■ DATA LISTING:

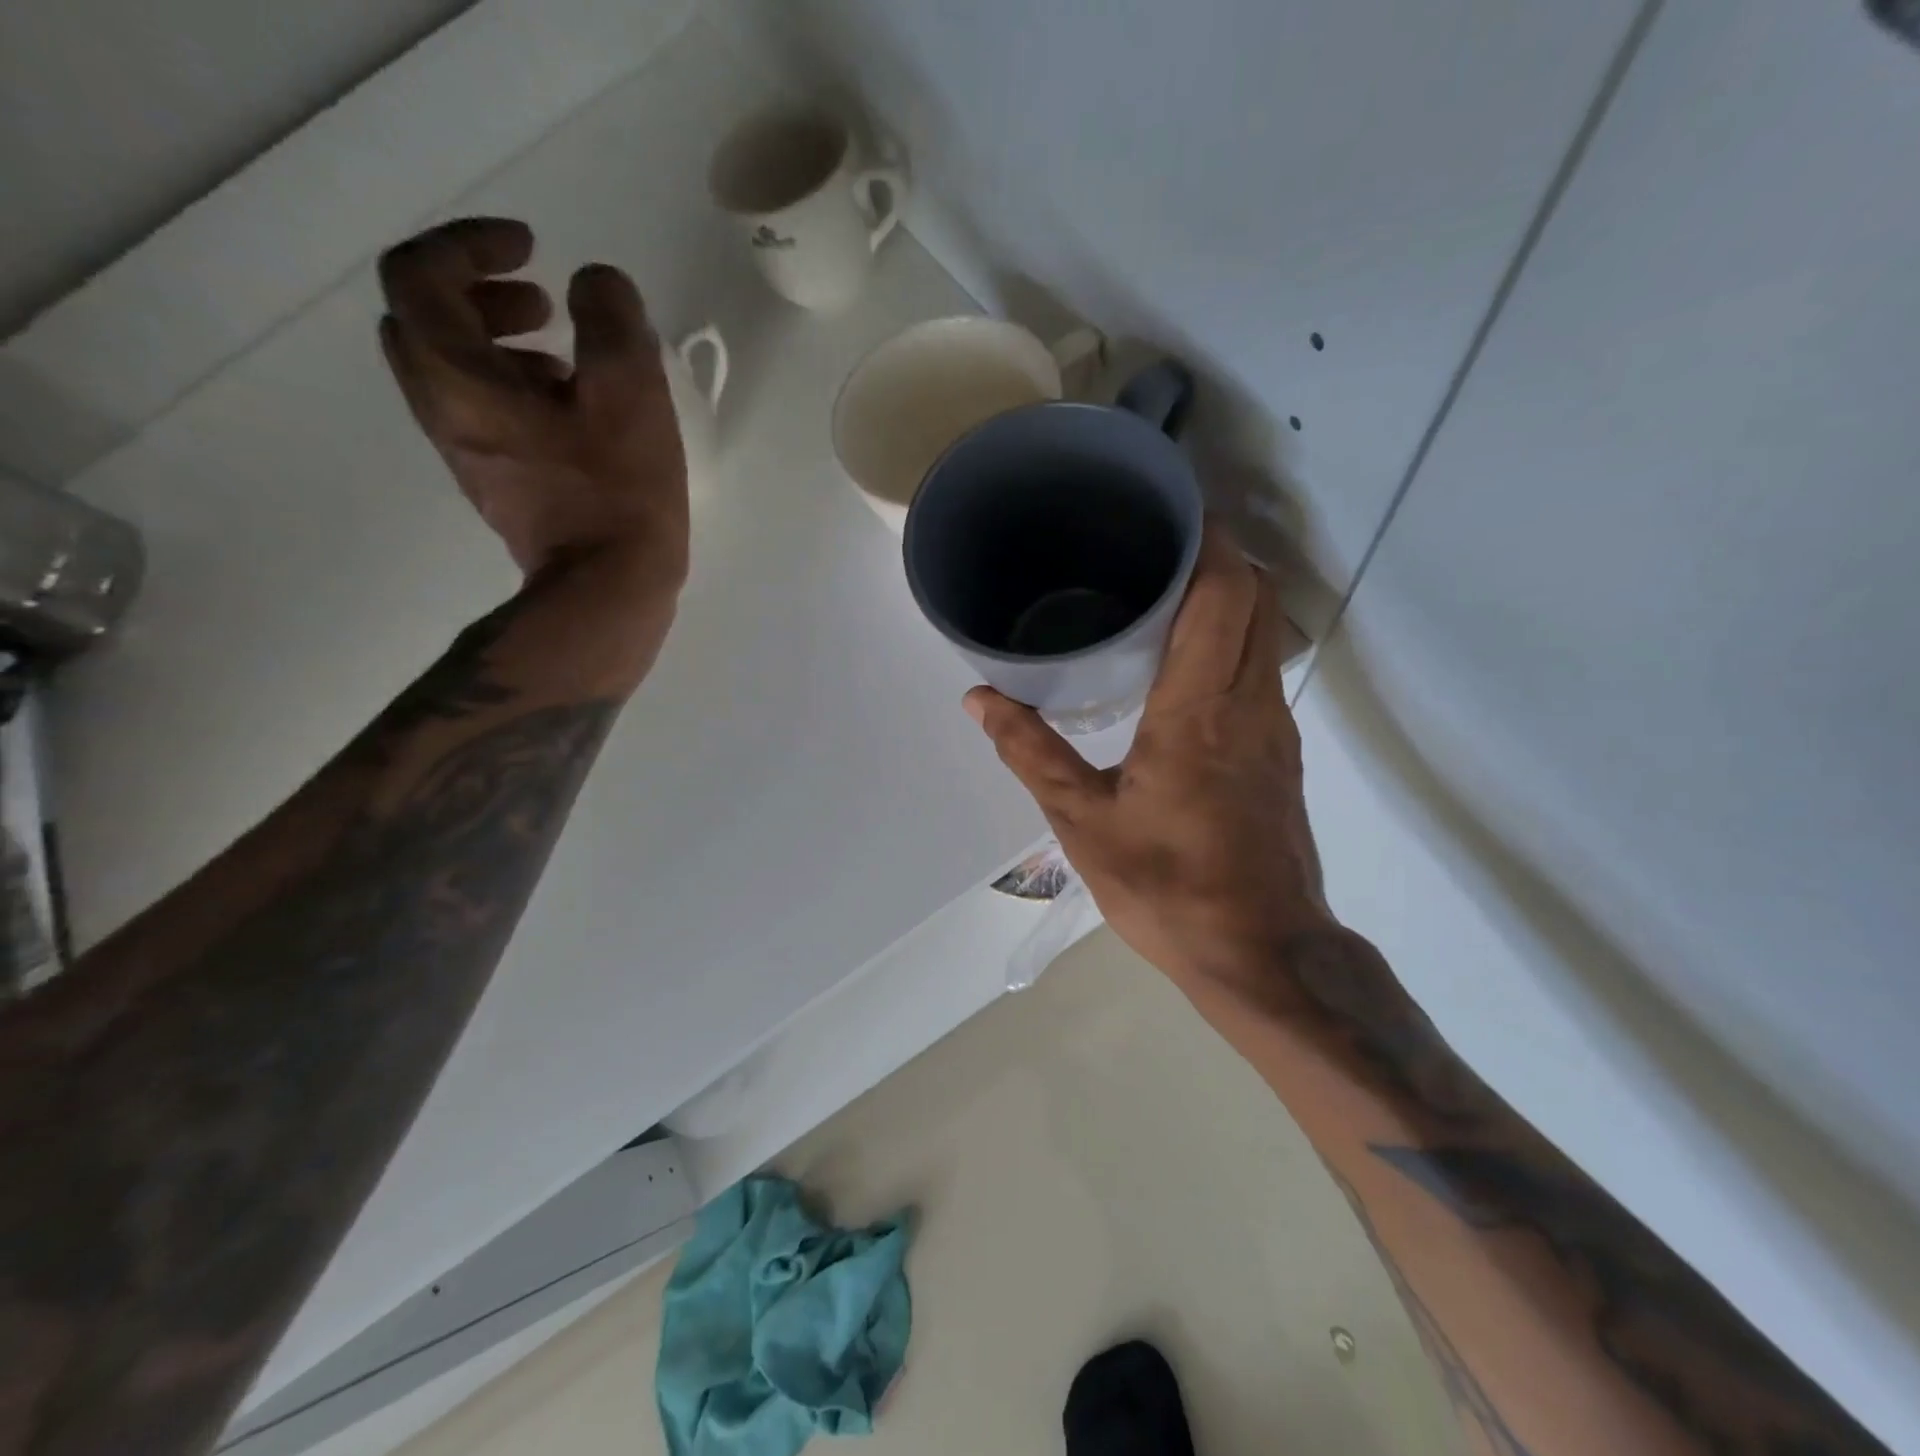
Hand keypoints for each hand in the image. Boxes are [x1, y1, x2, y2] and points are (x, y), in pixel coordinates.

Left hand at [377, 218, 687, 589]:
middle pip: (423, 319)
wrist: (607, 591)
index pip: (418, 274)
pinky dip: (515, 387)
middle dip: (477, 292)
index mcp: (457, 379)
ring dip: (499, 341)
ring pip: (453, 368)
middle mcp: (443, 410)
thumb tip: (597, 286)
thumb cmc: (617, 495)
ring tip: (566, 357)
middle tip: (542, 301)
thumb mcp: (630, 395)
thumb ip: (612, 320)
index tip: (533, 251)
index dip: (470, 243)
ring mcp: (467, 452)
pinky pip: (483, 410)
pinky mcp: (498, 482)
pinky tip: (574, 409)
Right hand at [966, 525, 1330, 992]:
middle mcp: (1251, 703)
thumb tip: (981, 698)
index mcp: (1201, 709)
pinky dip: (1234, 639)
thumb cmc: (1168, 887)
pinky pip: (1262, 669)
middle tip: (1158, 544)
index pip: (1223, 592)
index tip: (1173, 509)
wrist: (1262, 953)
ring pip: (1266, 632)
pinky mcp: (1283, 755)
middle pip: (1257, 597)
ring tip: (1166, 591)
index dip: (1207, 539)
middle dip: (1219, 555)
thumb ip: (1031, 753)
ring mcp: (1277, 728)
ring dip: (1229, 596)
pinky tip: (1185, 663)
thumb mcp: (1082, 822)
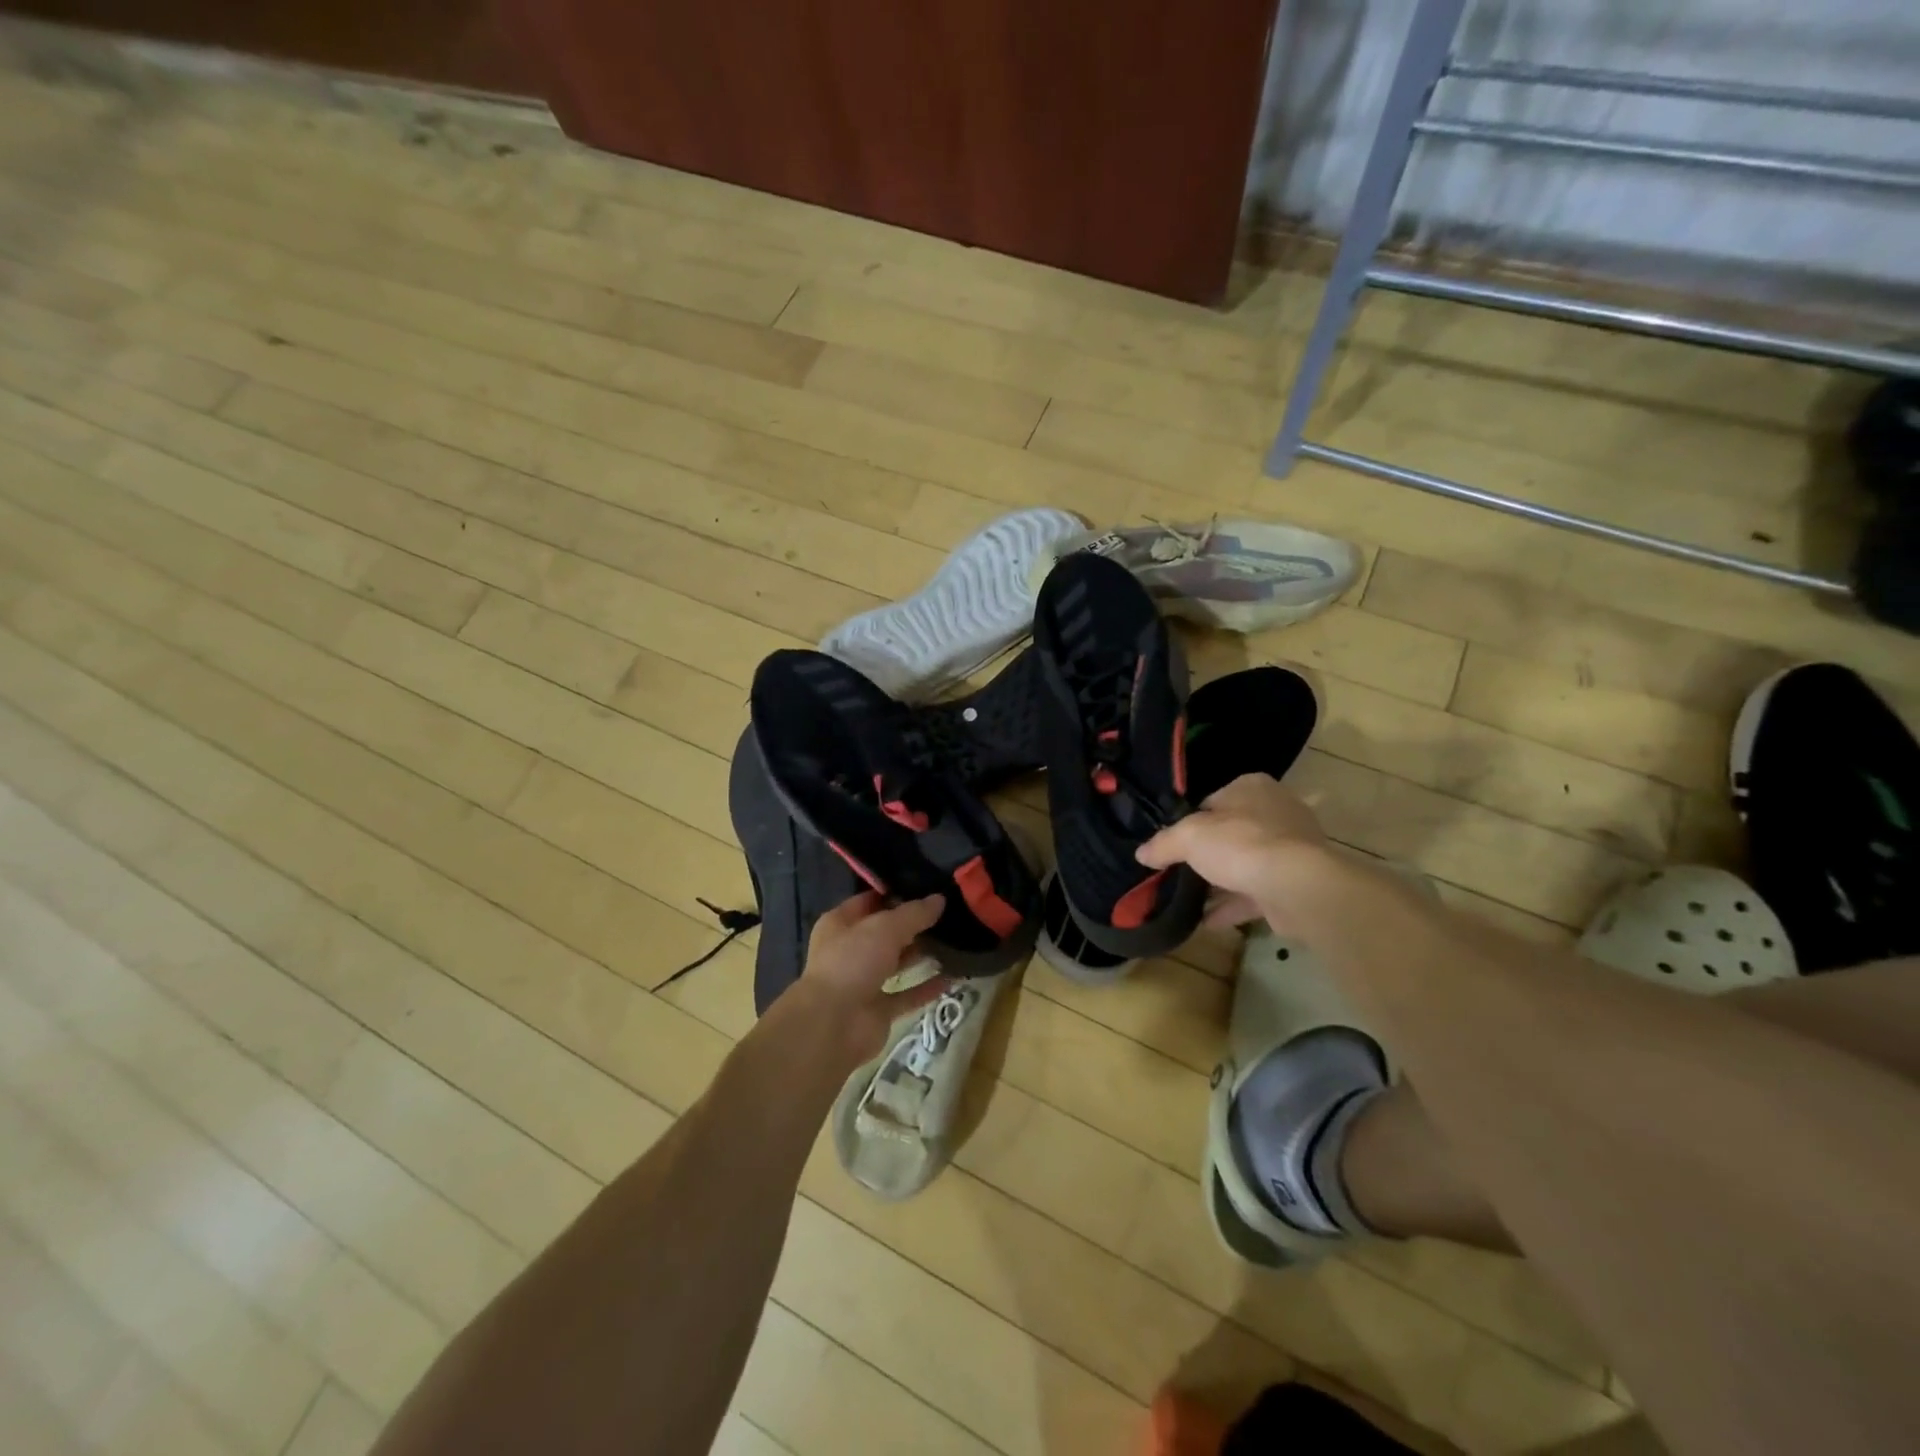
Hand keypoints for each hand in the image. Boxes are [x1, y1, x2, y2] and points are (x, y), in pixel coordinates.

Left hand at [795, 892, 950, 1067]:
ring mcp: (863, 981)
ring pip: (896, 963)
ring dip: (921, 955)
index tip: (928, 887)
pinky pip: (906, 994)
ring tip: (954, 941)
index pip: (870, 901)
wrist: (833, 1025)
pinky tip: (951, 977)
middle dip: (913, 925)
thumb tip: (939, 898)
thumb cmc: (852, 962)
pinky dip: (926, 987)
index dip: (896, 893)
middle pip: (885, 932)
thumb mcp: (885, 927)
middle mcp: (850, 950)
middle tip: (948, 913)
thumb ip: (914, 913)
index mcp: (840, 923)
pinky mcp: (877, 1010)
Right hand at [1138, 773, 1329, 929]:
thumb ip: (1163, 843)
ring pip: (1244, 864)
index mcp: (1251, 787)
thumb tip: (1141, 854)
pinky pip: (1256, 892)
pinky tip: (1207, 921)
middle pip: (1229, 833)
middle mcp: (1275, 811)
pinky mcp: (1296, 882)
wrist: (1298, 887)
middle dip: (1206, 855)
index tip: (1171, 844)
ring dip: (1220, 883)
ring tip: (1188, 900)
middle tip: (1178, 872)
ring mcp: (1290, 848)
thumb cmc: (1241, 845)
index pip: (1211, 801)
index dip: (1189, 822)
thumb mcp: (1188, 837)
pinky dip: (1233, 905)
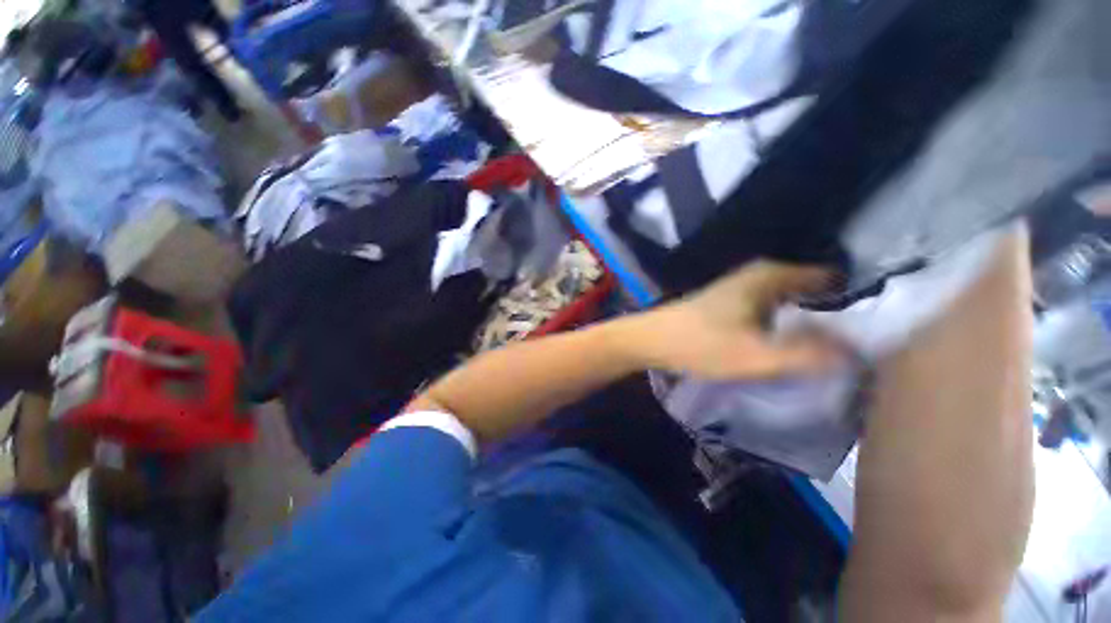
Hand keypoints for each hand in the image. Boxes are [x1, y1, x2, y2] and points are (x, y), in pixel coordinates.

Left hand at [627, 260, 846, 379]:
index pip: (831, 279)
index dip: (855, 302)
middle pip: (813, 291)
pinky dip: (787, 324)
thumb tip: (857, 353)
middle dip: (835, 316)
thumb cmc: (700, 344)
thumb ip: (807, 355)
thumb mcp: (756, 356)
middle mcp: (760, 275)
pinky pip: (774, 310)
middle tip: (858, 349)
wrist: (652, 340)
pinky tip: (791, 345)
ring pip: (792, 301)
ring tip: (832, 351)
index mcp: (771, 276)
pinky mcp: (732, 303)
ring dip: (810, 322)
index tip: (874, 331)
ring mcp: (743, 287)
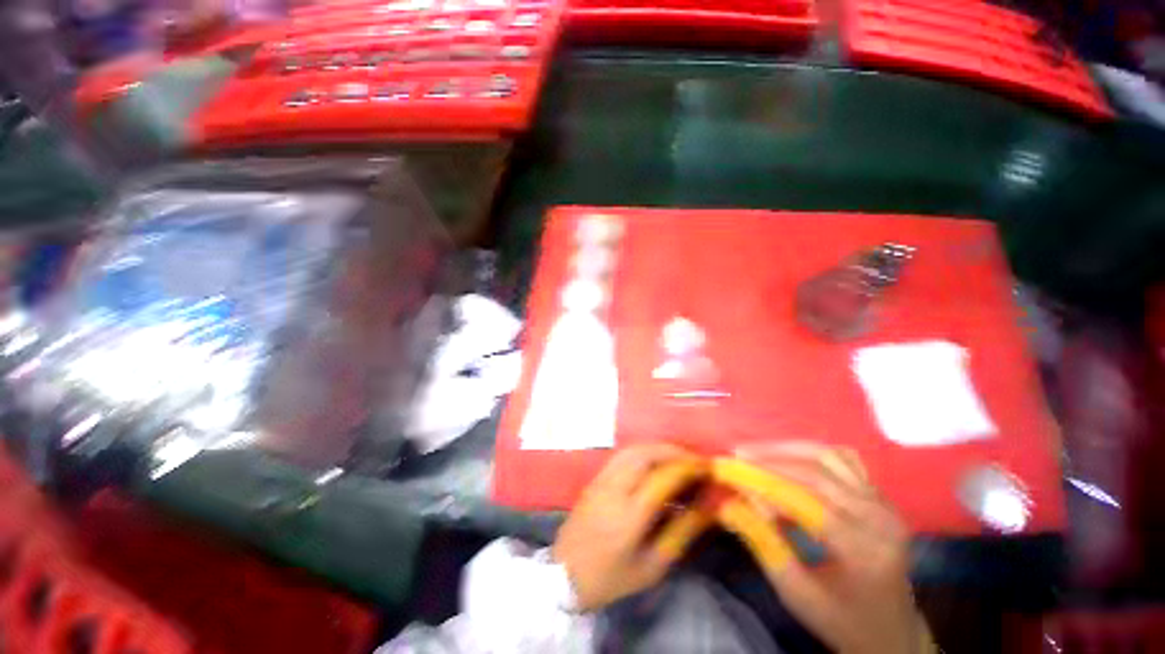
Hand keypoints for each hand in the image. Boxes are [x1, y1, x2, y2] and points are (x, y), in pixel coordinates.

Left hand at [552, 444, 705, 611]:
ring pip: (633, 449)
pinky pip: (622, 454)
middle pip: (646, 454)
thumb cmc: (612, 577)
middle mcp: (614, 488)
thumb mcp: (653, 565)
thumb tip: (708, 507)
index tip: (708, 468)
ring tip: (679, 458)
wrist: (564, 575)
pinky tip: (655, 461)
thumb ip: (682, 532)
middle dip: (674, 451)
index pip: (662, 478)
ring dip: (659, 448)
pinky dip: (643, 451)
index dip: (687, 468)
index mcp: (629, 515)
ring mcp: (601, 478)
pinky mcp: (595, 477)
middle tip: (695, 460)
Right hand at [735, 442, 930, 653]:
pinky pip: (842, 460)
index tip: (728, 470)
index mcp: (862, 549)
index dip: (761, 481)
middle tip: (736, 456)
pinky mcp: (880, 497)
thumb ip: (762, 543)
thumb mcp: (796, 592)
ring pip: (828, 457)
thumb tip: (728, 504)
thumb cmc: (841, 620)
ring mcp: (884, 504)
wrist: (892, 631)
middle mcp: (879, 518)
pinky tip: (789, 459)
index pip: (804, 501)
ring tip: (755, 453)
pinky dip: (810, 453)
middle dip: (770, 460)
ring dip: (787, 450)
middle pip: (816, 472)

■ WHAT THE TASK ASKS: Every line above between the one containing "pinky tip: (1185, 663)" and the one containing "thumb ip: (1163, 843)", those two included, is to be printed exactly. No pictures go into the copy.

■ FINISHED EXERCISE:
pinky tip: (1185, 663)
thumb mcp: (1082, 822)
Hand keypoints for each hand in the image. Boxes are [x1, y1, x2, y2] and points are (x, y), in pixel coordinates.

Left hand at [795, 892, 950, 1067]:
ring mcp: (863, 981)
ring pip: (896, 963)
ring dip: (921, 955)
index tip: (928, 887)
pinky pip: (906, 994)
ring tip: (954, 941)
index pip: (870, 901)
wrist: (833, 1025)
pinky tip: (951, 977)
middle dip: (913, 925)
thumb tip: (939, 898)
thumb cmc: (852, 962)
pinky dip: (926, 987)
index dip: (896, 893)
middle pip: (885, 932)
thumb mcp: (885, 927)
middle mcp: (850, 950)
middle tip: (948, 913)
thumb ip: (914, 913)
index mcp: (840, 923)
pinky mcp: (877, 1010)
Right hand at [1138, 773, 1329, 929]:
thumb ip: (1163, 843)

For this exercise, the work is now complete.